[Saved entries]
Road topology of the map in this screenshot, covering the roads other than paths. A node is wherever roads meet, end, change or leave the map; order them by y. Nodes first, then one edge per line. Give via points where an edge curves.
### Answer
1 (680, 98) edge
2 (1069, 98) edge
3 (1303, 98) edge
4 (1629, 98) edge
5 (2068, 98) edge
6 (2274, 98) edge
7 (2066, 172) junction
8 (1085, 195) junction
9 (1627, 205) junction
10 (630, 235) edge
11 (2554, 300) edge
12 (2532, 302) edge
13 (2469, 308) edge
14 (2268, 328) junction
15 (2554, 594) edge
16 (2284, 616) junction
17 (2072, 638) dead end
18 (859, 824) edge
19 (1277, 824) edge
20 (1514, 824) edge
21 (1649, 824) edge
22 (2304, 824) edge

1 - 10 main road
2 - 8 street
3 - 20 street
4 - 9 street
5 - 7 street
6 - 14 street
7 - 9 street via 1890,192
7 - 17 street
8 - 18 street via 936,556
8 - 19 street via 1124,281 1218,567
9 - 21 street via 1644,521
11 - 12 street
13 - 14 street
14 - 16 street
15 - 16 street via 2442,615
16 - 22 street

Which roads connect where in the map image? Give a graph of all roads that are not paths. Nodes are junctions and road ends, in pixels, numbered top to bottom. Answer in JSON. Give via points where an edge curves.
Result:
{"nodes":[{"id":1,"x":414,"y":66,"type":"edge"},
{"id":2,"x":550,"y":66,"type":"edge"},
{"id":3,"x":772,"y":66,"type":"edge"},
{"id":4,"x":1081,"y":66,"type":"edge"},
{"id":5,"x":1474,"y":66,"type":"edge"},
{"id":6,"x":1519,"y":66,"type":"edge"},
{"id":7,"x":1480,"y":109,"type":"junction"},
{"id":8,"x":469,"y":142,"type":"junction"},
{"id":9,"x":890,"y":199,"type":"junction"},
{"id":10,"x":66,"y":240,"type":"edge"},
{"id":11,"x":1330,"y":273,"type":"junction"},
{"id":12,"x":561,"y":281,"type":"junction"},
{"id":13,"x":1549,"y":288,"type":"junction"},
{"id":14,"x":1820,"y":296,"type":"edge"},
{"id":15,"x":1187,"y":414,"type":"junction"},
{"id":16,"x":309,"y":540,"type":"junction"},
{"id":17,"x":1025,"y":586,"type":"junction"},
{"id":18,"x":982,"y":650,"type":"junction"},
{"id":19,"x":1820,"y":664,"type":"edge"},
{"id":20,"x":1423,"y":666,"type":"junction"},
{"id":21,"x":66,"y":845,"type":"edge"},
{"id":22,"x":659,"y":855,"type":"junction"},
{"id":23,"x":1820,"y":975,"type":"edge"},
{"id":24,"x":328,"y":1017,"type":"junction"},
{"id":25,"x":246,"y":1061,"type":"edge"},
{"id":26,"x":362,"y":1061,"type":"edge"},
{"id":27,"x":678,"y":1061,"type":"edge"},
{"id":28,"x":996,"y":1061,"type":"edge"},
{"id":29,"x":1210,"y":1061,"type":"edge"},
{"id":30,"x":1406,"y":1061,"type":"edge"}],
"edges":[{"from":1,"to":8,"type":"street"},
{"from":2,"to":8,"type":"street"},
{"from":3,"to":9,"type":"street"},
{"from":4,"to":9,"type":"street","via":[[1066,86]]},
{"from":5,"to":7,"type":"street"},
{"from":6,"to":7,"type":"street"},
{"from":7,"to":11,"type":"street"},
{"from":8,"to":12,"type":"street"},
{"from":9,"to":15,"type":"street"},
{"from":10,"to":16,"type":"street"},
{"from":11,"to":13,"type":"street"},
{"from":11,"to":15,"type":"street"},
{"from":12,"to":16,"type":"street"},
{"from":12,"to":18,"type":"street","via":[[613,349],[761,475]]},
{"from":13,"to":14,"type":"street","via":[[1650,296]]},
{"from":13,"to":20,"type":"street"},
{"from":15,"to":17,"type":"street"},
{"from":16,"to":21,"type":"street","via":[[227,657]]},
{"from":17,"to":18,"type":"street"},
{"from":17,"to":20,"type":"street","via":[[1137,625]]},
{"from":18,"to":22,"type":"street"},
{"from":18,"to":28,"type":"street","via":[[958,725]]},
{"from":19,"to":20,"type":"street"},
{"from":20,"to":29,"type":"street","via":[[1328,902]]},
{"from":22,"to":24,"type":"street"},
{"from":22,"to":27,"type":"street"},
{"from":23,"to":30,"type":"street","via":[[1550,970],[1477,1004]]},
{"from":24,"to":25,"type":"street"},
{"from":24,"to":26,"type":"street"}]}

**Exercise prompt**
What lines of the preceding data include the string "Answer"? Pull them out.

**Solved exercise**
### Answer
Which roads connect where in the map image? Give a graph of all roads that are not paths. Nodes are junctions and road ends, in pixels, numbered top to bottom. Answer in JSON. Give via points where an edge curves.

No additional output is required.